▶ Goal of the exercise:
Which lines below include the string "bubble"? Please show each one.
┏━━
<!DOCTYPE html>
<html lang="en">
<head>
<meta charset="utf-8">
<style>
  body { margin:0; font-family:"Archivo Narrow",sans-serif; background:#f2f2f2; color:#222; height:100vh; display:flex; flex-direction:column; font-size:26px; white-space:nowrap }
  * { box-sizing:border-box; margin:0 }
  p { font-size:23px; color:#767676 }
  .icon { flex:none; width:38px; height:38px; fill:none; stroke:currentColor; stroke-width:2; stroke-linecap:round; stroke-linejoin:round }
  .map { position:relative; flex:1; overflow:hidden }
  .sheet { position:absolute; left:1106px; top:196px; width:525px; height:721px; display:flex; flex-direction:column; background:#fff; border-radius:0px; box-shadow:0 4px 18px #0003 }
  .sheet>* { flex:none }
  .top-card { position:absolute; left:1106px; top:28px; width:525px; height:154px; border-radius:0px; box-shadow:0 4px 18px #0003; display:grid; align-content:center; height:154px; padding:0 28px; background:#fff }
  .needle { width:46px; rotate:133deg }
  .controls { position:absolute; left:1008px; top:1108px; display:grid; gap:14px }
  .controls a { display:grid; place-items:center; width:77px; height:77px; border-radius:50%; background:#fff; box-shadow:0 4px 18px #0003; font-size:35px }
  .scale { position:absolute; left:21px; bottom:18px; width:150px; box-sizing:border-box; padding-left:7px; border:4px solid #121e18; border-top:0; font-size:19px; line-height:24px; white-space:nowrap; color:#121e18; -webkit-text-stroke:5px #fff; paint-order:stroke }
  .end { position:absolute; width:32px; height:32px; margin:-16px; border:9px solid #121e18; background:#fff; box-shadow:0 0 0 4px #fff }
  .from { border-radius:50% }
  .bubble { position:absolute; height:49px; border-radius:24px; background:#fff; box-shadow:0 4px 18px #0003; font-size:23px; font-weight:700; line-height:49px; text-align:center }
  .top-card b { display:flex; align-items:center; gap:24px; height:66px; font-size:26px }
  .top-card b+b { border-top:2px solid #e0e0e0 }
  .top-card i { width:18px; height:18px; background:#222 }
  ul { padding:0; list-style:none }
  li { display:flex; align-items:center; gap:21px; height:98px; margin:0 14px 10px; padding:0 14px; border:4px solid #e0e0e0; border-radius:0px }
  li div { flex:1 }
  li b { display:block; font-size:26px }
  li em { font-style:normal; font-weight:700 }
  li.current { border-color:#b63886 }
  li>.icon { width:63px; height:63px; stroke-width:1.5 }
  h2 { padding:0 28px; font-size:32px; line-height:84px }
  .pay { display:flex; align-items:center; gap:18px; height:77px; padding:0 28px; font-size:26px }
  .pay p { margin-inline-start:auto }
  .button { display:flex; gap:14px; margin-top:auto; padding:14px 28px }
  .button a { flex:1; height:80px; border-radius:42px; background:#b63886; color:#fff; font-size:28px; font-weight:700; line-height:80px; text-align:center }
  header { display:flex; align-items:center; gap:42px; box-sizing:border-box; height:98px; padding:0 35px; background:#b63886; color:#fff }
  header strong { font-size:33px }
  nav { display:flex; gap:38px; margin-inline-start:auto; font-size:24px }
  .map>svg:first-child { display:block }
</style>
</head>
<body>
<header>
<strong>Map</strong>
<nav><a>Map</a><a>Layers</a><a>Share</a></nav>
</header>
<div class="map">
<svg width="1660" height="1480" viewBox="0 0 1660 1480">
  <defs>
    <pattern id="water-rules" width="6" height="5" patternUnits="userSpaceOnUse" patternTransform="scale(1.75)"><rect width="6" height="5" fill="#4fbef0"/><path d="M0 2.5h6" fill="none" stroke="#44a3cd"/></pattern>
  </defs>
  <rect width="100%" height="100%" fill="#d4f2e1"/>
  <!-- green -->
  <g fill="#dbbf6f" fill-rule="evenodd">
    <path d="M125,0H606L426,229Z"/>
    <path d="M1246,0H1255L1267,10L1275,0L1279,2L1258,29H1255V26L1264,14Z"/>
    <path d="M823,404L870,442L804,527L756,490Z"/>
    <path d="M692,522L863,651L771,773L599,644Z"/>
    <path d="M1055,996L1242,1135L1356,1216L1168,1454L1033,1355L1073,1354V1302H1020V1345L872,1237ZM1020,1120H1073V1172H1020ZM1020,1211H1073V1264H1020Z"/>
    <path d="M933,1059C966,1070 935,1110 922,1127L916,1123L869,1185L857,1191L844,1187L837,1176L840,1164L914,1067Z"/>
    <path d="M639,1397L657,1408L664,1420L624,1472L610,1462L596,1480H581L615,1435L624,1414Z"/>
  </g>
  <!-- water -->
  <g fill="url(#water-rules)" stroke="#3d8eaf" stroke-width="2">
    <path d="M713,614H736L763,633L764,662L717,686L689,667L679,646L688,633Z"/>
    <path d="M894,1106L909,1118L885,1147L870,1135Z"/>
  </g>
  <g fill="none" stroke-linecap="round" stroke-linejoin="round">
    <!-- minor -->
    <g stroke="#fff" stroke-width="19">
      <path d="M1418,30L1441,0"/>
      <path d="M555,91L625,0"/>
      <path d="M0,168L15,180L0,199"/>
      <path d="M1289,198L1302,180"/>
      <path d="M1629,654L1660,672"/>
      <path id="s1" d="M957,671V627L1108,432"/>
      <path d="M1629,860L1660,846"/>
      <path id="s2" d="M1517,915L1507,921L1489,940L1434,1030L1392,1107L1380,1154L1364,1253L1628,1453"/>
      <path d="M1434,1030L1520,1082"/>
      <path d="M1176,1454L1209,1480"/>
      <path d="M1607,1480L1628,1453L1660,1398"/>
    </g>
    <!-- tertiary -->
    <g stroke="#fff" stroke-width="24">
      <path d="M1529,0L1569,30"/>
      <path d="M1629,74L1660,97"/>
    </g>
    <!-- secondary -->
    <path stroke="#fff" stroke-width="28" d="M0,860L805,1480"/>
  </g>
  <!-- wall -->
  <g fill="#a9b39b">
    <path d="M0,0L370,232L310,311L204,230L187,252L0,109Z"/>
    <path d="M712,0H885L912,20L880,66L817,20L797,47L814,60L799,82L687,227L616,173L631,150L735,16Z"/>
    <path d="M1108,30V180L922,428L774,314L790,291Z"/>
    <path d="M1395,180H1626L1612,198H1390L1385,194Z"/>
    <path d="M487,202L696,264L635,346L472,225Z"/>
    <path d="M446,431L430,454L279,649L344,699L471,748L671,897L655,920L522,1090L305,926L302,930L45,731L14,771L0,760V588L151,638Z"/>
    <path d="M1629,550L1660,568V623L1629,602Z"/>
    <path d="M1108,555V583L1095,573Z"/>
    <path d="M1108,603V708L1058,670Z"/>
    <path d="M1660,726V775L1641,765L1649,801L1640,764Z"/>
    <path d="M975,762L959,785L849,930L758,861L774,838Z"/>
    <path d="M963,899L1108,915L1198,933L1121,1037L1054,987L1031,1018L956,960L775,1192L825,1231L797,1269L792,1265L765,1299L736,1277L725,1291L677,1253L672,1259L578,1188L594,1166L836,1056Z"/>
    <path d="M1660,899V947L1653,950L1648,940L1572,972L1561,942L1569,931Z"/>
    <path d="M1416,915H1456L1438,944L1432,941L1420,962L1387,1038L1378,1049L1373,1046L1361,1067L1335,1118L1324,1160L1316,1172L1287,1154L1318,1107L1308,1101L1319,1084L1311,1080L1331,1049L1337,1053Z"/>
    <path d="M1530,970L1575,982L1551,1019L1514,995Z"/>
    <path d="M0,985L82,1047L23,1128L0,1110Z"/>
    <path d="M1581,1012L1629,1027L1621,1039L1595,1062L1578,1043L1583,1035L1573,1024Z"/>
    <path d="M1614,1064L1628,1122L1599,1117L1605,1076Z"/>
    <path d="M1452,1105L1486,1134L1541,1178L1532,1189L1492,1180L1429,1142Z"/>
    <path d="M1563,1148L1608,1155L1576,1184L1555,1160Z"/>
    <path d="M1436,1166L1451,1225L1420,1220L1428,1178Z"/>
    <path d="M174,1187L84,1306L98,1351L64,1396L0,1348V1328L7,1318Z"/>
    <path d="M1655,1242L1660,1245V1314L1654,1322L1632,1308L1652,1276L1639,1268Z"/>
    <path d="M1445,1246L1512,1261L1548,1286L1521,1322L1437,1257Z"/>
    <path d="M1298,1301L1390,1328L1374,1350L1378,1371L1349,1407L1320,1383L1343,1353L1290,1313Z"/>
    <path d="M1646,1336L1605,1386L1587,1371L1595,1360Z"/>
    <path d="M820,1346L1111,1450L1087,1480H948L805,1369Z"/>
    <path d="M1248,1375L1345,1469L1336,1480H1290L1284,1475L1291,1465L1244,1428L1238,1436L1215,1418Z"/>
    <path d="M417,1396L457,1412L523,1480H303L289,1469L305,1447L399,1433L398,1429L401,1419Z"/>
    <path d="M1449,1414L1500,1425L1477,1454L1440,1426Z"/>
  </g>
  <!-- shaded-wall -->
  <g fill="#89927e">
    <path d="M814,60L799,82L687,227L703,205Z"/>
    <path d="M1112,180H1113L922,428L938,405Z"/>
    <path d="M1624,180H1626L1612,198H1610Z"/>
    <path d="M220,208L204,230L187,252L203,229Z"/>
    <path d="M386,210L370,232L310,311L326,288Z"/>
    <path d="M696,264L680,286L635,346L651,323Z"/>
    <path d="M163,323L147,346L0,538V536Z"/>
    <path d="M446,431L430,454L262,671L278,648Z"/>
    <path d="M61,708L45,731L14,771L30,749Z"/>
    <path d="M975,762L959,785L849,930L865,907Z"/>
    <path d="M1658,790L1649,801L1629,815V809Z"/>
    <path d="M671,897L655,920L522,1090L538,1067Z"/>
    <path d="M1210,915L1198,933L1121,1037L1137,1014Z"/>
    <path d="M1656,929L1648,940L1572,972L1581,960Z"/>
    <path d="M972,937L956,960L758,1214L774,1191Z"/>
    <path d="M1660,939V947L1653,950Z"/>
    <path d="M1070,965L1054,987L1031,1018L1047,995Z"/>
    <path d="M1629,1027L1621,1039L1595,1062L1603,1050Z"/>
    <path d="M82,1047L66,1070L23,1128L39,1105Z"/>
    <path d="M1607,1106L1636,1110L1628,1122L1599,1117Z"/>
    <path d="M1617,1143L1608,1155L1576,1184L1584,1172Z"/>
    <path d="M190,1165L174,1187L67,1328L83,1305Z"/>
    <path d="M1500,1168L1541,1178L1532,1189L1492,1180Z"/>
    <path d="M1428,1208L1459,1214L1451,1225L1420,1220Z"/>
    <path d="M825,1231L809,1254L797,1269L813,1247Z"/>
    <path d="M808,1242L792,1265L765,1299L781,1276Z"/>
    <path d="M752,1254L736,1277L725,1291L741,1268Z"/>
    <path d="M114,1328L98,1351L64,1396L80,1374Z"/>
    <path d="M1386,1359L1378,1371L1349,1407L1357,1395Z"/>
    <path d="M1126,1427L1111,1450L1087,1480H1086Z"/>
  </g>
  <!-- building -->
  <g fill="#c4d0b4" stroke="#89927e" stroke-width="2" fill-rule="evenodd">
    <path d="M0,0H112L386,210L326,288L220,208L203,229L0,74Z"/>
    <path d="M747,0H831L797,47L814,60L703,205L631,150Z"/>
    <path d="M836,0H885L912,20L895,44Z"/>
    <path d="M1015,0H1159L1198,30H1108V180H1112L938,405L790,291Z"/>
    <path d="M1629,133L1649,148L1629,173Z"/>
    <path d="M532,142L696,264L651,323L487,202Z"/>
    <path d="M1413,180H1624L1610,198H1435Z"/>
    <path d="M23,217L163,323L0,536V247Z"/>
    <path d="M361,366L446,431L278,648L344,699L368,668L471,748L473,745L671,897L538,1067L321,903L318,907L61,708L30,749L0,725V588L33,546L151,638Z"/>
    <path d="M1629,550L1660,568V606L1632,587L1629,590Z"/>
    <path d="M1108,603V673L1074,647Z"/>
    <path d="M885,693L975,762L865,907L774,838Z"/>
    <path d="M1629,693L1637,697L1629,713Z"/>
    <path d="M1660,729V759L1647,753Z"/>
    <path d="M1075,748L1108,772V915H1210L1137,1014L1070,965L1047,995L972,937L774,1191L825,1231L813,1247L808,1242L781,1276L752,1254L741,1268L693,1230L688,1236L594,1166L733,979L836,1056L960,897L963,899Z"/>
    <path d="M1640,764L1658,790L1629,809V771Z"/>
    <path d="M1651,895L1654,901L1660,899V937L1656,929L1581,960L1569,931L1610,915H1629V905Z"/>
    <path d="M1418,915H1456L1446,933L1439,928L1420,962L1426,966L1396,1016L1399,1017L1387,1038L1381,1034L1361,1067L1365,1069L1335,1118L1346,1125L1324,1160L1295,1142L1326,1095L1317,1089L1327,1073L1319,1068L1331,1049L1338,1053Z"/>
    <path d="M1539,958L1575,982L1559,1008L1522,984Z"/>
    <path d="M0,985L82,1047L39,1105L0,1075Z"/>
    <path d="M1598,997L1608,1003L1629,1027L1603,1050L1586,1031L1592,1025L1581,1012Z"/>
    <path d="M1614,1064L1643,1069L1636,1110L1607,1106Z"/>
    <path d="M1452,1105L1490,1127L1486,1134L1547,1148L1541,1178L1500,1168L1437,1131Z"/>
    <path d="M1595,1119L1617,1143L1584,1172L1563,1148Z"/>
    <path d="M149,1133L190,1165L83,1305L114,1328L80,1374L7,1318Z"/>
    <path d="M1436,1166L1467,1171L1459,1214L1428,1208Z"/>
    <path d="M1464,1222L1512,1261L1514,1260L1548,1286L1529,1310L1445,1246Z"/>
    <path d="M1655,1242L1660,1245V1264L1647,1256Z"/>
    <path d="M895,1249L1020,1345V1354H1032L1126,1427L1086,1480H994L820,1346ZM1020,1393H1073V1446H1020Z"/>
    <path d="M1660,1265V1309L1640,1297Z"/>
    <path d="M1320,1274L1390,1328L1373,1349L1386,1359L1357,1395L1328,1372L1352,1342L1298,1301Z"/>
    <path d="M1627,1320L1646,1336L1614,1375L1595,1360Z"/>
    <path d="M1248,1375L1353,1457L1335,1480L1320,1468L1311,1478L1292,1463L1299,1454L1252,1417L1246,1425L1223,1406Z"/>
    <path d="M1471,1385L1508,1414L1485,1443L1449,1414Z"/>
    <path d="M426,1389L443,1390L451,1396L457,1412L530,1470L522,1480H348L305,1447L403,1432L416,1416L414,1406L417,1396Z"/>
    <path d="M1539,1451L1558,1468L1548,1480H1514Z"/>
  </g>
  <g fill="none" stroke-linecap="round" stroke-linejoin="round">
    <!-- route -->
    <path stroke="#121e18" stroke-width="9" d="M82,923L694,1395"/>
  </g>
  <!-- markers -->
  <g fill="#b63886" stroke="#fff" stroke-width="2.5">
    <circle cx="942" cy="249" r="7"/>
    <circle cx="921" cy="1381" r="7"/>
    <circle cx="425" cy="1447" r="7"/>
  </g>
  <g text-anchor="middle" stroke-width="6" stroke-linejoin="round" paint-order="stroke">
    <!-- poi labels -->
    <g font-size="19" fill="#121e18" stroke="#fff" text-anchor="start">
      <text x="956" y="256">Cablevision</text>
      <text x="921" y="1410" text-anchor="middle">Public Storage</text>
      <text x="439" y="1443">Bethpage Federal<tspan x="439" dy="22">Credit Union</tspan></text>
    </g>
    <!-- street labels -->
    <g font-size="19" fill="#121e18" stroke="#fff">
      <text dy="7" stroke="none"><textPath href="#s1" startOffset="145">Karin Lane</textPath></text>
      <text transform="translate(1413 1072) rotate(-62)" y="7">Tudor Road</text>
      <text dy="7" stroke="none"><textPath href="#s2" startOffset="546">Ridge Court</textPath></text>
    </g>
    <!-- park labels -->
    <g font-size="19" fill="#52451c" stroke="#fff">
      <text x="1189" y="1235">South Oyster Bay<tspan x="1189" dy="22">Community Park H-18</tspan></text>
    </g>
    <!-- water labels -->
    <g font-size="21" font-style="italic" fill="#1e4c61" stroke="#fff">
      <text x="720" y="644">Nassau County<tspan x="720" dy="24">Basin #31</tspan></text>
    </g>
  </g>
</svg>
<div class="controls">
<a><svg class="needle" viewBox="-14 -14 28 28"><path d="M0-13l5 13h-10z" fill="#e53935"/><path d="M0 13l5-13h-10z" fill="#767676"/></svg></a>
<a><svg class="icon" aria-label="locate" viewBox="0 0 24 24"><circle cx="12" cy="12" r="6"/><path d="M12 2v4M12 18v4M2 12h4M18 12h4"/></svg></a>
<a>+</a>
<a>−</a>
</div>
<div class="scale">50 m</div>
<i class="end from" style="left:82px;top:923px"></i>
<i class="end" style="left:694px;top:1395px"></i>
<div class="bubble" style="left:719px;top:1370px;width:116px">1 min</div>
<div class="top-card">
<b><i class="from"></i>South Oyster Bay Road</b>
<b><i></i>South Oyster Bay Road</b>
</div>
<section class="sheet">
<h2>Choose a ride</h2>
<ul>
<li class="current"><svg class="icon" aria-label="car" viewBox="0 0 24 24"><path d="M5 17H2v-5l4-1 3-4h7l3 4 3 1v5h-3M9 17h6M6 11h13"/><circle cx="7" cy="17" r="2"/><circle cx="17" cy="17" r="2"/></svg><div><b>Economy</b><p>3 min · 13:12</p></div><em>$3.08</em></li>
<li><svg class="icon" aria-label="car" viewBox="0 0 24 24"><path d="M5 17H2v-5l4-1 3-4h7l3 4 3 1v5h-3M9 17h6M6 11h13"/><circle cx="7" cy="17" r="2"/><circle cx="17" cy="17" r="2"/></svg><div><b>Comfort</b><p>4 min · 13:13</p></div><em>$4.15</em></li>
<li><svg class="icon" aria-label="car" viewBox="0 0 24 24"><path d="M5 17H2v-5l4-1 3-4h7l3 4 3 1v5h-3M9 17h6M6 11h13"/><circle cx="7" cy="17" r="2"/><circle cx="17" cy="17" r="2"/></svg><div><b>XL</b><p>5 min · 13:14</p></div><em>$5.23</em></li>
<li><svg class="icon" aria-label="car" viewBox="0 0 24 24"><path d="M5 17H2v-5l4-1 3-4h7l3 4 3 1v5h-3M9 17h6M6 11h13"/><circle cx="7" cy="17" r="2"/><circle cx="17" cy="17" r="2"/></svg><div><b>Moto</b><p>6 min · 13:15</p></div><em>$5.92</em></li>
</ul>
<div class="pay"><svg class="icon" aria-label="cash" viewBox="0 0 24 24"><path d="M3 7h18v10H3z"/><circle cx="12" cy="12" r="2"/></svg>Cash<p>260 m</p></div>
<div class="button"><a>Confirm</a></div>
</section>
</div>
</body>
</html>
┗━━
▶ Output for this exercise:
  .bubble { position:absolute; height:49px; border-radius:24px; background:#fff; box-shadow:0 4px 18px #0003; font-size:23px; font-weight:700; line-height:49px; text-align:center }
<div class="bubble" style="left:719px;top:1370px;width:116px">1 min</div>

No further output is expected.